How a routine neck exam turned into a nightmare

Imagine: you go to the hospital with a simple neck ache. The doctor says, “We’ll do an MRI now, 20 minutes, and then you’re home.”

You lie down on the table, your head is fixed, a mask is on your face, the machine hums… and suddenly, silence. Half an hour passes, an hour, two—no one comes.

You shout, “Hey, doctor! Is that it? Can I go out?”—but the only answer is an echo in the empty room. And so began a true nightmare for Mr. Tang from Wuhan.

It happened on February 26, 2026, at Tongji Hospital (affiliated with Huazhong University of Science and Technology).

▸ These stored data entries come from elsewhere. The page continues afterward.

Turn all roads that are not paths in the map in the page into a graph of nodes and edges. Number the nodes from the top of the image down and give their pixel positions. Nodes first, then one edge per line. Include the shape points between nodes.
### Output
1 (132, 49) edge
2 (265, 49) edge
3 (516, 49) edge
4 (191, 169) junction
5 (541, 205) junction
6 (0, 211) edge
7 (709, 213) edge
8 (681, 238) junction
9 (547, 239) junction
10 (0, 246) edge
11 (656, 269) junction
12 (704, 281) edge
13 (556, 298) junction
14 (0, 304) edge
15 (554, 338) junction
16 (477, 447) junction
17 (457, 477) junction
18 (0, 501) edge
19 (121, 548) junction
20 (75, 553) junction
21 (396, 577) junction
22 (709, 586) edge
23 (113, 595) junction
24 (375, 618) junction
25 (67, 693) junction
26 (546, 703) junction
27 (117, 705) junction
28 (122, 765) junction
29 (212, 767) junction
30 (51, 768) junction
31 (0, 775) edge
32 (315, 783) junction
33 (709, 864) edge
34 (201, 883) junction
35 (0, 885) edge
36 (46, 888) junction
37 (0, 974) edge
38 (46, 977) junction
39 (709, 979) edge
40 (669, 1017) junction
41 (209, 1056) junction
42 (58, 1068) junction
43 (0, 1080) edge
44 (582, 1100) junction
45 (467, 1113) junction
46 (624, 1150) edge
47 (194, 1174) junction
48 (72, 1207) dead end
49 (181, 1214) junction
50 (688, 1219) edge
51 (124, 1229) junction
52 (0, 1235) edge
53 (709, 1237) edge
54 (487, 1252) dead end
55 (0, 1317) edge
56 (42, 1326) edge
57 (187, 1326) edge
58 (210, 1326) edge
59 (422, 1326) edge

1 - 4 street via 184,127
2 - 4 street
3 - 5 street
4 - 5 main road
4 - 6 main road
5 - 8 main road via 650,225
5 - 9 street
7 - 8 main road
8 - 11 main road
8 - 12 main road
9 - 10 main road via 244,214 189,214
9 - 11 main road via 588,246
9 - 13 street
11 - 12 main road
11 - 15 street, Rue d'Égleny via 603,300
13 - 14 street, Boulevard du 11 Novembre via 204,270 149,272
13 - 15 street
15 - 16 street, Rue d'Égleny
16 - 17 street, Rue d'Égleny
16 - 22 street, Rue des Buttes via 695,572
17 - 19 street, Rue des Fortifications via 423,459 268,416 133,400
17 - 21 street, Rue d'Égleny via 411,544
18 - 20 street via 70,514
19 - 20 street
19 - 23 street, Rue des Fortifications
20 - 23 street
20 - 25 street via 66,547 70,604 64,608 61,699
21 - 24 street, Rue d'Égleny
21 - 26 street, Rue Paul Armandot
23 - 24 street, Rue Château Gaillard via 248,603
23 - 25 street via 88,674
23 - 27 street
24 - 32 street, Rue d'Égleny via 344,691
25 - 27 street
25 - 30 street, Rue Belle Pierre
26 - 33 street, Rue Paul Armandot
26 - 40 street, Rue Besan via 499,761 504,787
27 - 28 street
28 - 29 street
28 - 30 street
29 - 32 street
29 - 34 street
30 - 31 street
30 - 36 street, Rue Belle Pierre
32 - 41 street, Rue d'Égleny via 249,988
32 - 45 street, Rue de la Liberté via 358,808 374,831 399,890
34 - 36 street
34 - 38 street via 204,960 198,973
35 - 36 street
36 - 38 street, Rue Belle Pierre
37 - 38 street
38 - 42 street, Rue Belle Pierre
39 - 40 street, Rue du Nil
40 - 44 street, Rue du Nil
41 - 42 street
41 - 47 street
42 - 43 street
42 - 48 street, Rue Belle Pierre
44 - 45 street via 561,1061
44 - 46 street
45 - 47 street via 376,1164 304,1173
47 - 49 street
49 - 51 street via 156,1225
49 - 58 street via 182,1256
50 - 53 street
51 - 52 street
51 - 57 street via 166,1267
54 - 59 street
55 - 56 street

A man came in for a neck exam. The doctor performing the scan received an urgent call from management, left, and told her shift, “There’s a patient inside.”

But the system noted that the exam was complete. The colleagues thought it was all over; the patient had been released. They simply went home. But Tan remained strapped in, lying inside the machine in complete darkness and silence.

He was afraid to move: he thought the machine was still running, and any movement could cause harm (you really can’t move in an MRI, and the fear was real).

Then he started screaming and calling for help. For six hours straight. His wife waited and waited at home—then she called the police: “My husband disappeared after the hospital!”

The police arrived, and hospital security said, “He left a long time ago.” But in fact, he was still there. Only in the morning did a cleaning lady come in for her shift, hear faint screams coming from the office, and call security.

Tan was pulled out; he was in shock but fortunately physically unharmed. The hospital immediately apologized, conducted a full medical examination of the patient, and suspended two employees.

These stories are terrifying as hell: a routine situation, human error—and a person trapped for six hours, alone with fear and claustrophobia.